Luis Melville attends futsal refereeing course

Go4Goal’s head futsal coach Luis Melville shares his experience following a recent FA Futsal Referees course.

As Go4Goal’s futsal head coach, I decided it would be helpful to have a deeper understanding of the laws of the game from a referee’s perspective. It might also benefit the players we coach to understand plus assist them to be better equipped to play the game. Prior to the course, some pre-reading was required to determine our current knowledge of existing futsal laws.

Our tutors were David Dixon and Andy Taylor, regular faces on the futsal scene, and our cohort of newbies consisted of players, football referees and the curious like myself, ranging from ages 15 to 55.

Reality check

I was about to discover just how difficult refereeing can actually be. Our tutors soon had us watching a clip that would test our observation skills and decision-making powers. As a group, we asked if we could review the clip, but our request was firmly rejected – in a futsal game, you only get one look at an incident in real time, after all.

For the sake of the exercises, they did eventually give us another look.
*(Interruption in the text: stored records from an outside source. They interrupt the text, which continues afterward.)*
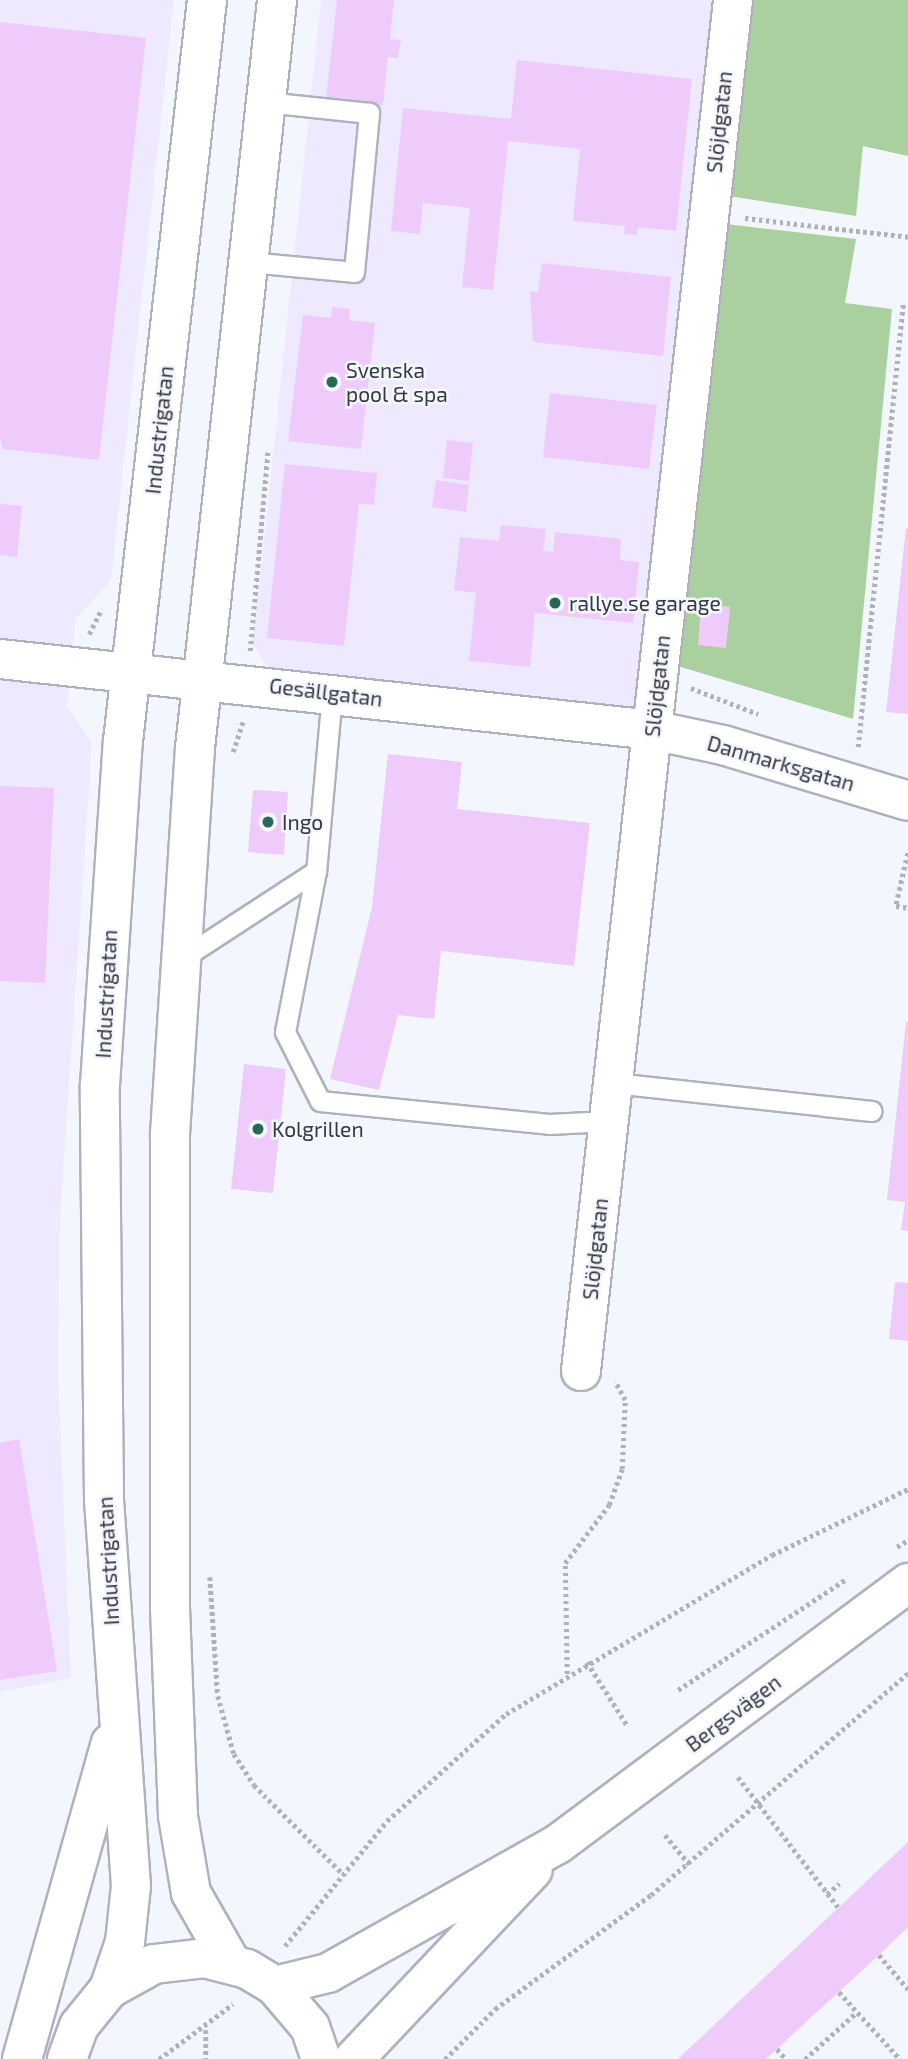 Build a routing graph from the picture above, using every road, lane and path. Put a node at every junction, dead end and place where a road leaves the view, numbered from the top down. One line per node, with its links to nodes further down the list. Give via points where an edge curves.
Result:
1 (207, 0): 10 (main road, Industrigatan)
2 (277, 0): 4 (main road)
3 (733, 0): 5 (main road, Slöjdgatan)
4 (266, 102): 7 (main road); 7 (lane, via 369,113 355,272)
5 (709, 213): 6 (path); 13 (main road, Slöjdgatan)
6 (908, 237)
7 (249, 262): 11 (main road)
8 (903, 302): 14 (path)
9 (0, 659): 10 (main road, Gesällgatan)
10 (132, 669): 11 (main road, Gesällgatan); 32 (main road, Industrigatan, via 109,924 99,1187 104,1499)
11 (202, 677): 12 (main road, Gesällgatan); 19 (main road)
12 (332, 692): 13 (main road, Gesällgatan); 17 (lane)
13 (652, 730): 14 (main road, Danmarksgatan); 20 (main road, Slöjdgatan)
14 (853, 784): 15 (main road, Danmarksgatan)
15 (908, 801)
16 (908, 853): 18 (path, via 896,906)
17 (316, 871): 19 (lane); 22 (lane, via 285,1032 320,1101 550,1124)
18 (908, 908)
19 (177, 962): 44 (main road, via 168,1347 178,1816 198,1911)
20 (614, 1083): 21 (lane); 22 (main road, Slöjdgatan)
21 (871, 1111)
22 (609, 1121): 23 (main road, Slöjdgatan)
23 (581, 1371): 30 (path, via 609,1376 625,1400 618,1487 565,1563)
24 (908, 1489): 28 (path, via 772,1555)
25 (908, 1540): 26 (path)
26 (898, 1568): 37 (main road, Bergsvägen)
27 (858, 1572): 31 (path)
28 (587, 1662): 30 (path); 33 (path)
29 (908, 1673): 35 (path)
30 (567, 1674): 42 (path, via 437,1772 357,1852)
31 (678, 1690)
32 (116, 1724): 45 (main road, Industrigatan, via 131,1886 125,1942); 52 (main road)
33 (627, 1725)
34 (738, 1777): 35 (path)
35 (760, 1804): 38 (path); 40 (path)
36 (665, 1835): 38 (path)
37 (558, 1844): 44 (main road, Bergsvägen, via 328,1973); 57 (main road, Bergsvägen)
38 (689, 1864): 58 (path, via 495,2009)
39 (839, 1884): 40 (path)
40 (827, 1894): 41 (path)
41 (838, 1907)
42 (283, 1949)
43 (879, 1955): 46 (path)
44 (249, 1982): 45 (main road, Bergsvägen, via 192,1959 154,1964); 49 (path); 56 (main road, via 310,2027)
45 (109, 1989): 53 (main road, via 79,2026)
46 (908, 1989)
47 (839, 1992): 48 (path)
48 (858, 2012): 60 (path); 61 (path)
49 (206, 2029): 51 (path); 55 (path)
50 (777, 2049): 59 (path)
51 (161, 2058): 54 (path)
52 (22, 2059)
53 (67, 2059)
54 (171, 2059)
55 (206, 2059)
56 (321, 2059)
57 (354, 2059)
58 (444, 2059)
59 (786, 2059)
60 (805, 2059)
61 (900, 2059) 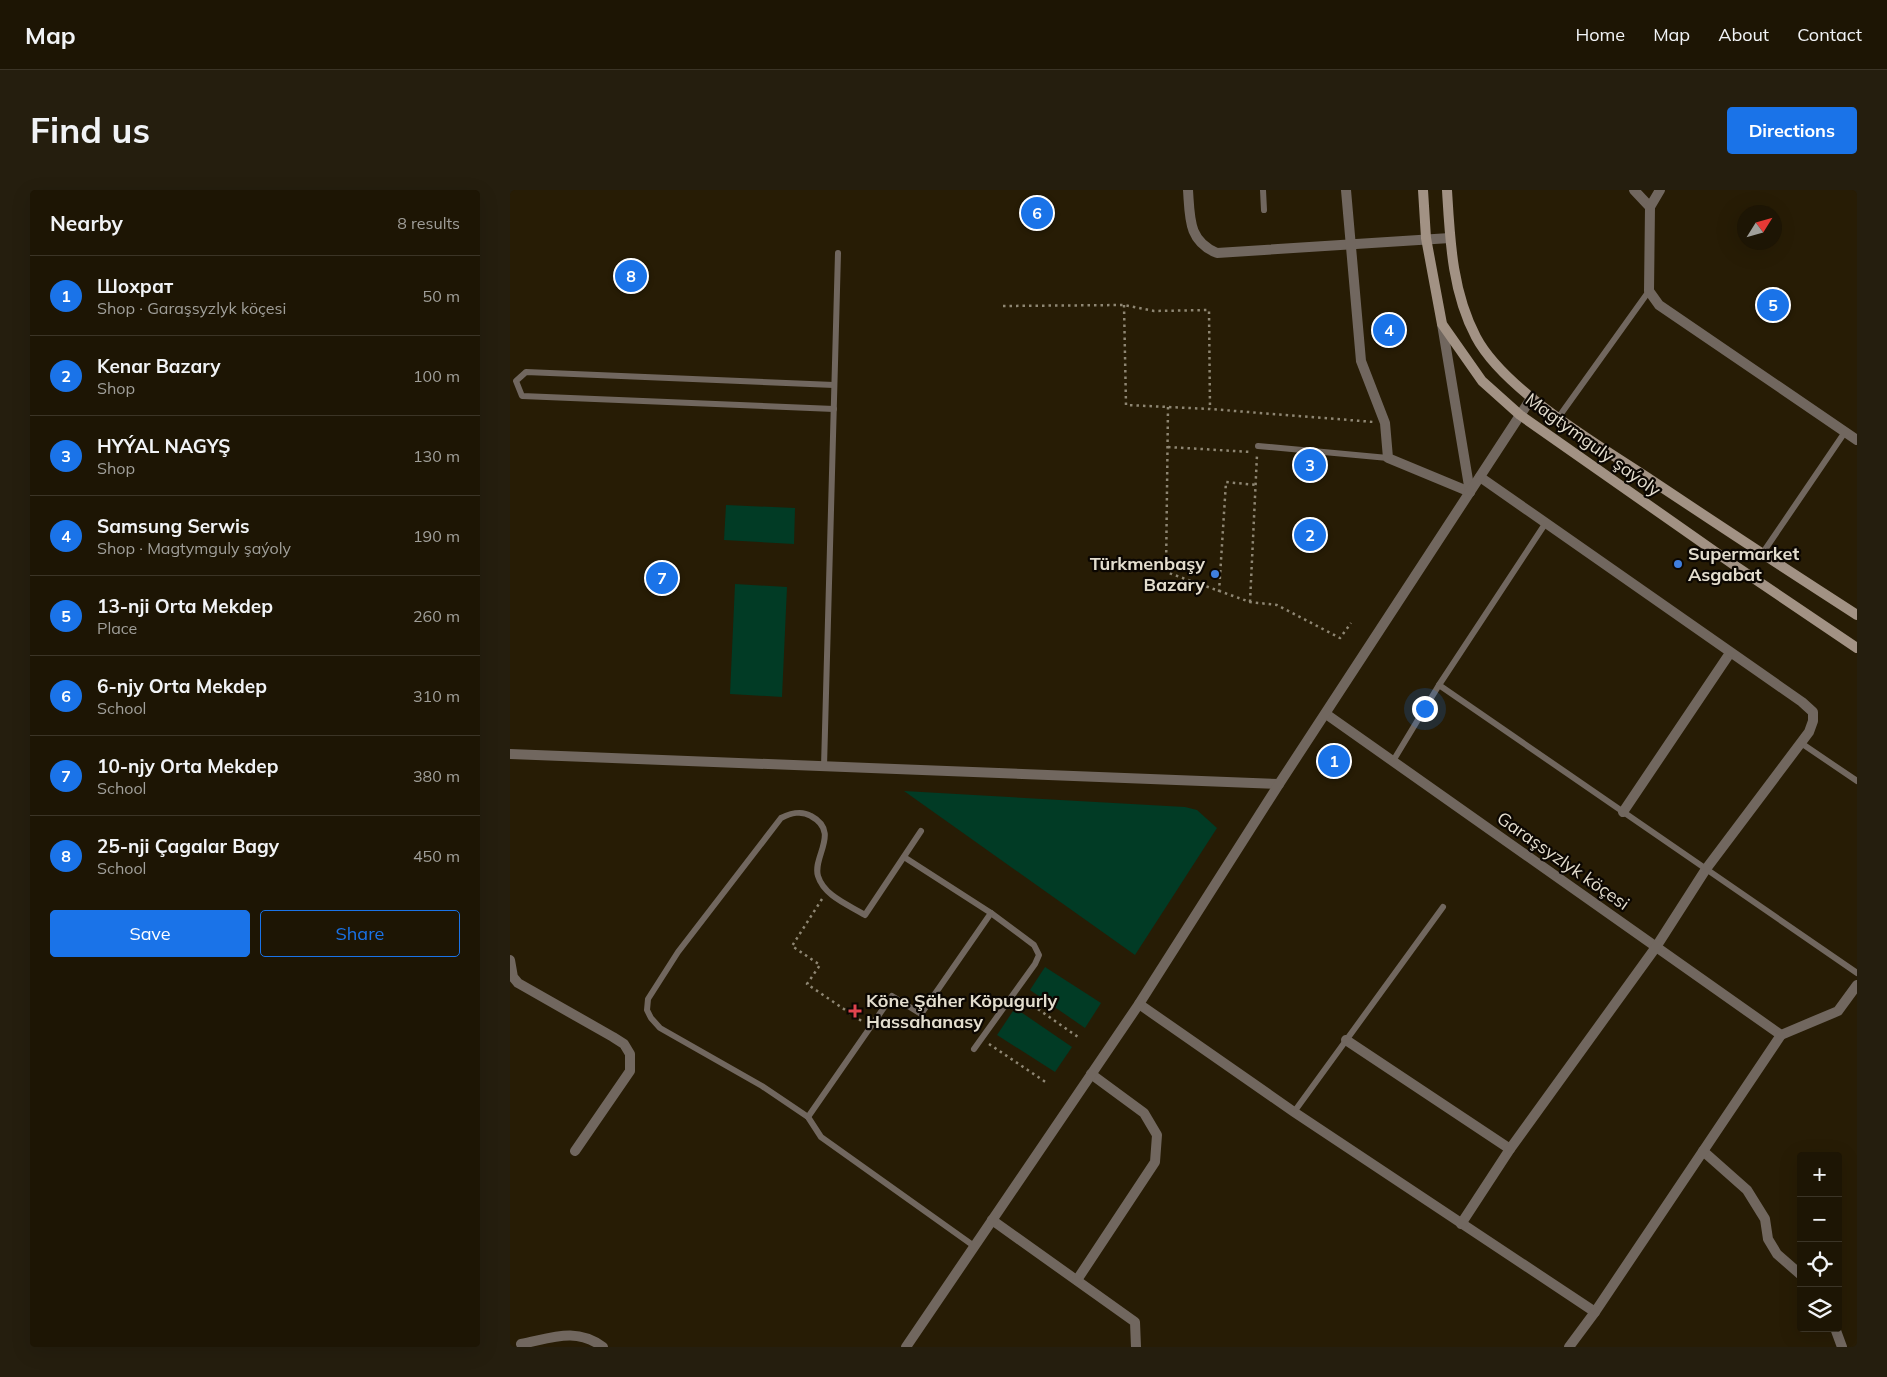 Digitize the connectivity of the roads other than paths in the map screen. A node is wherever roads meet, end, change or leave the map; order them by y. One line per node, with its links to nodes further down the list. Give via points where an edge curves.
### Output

Indeed it took six viewings and ten minutes, for us to decide the incident wasn’t a ‘DOGSO’ – Denying an Obvious Goal Scoring Opportunity and concluded that a yellow card and free kick was the correct verdict.

‘BIG FOOTBALL’ and ‘LITTLE FOOTBALL’ was a phrase we heard a lot. ‘Little Football’ being Futsal. It was used to emphasise differences in laws and application of them in futsal. An example we explored was when a sixth foul is committed, even if it looked like a nailed-on goal scoring opportunity, we had to award a 10-metre penalty regardless, in case they missed the chance.
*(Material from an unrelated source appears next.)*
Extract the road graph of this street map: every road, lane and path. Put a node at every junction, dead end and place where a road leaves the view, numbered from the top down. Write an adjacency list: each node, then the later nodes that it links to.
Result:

We then moved out onto the court to run through, corner kicks, kicks-ins, goal clearances, penalty kicks (6 & 10 metre variety) and free kicks.

There’s a multitude of signals to learn and master, 44 to be precise, in The FIFA Futsal Laws of The Game book. As we went through them, we looked like a very bad YMCA tribute act, but persistence paid off.

Learning from the best

Our opportunity to officiate came and we got a chance to see if Marc Birkett’s position as England’s premier futsal referee could be under threat. We were warned about committing the most heinous refereeing crime which was to end up standing opposite each other. This was bad. Very, very bad!

We played for an hour, focusing on refereeing and our ability (or at times inability) to be in the right position and ‘control the game’. It became clear the physical demands on the referees were huge.

The day ended with us being sent away to officiate in 5 games, take a Laws of The Game exam and meet up with Andy, to hopefully sign us off as fully-fledged futsal referees.

I’d recommend that any coach do this. It was a challenging experience and it gave me a deeper respect for what officials must deal with during a game.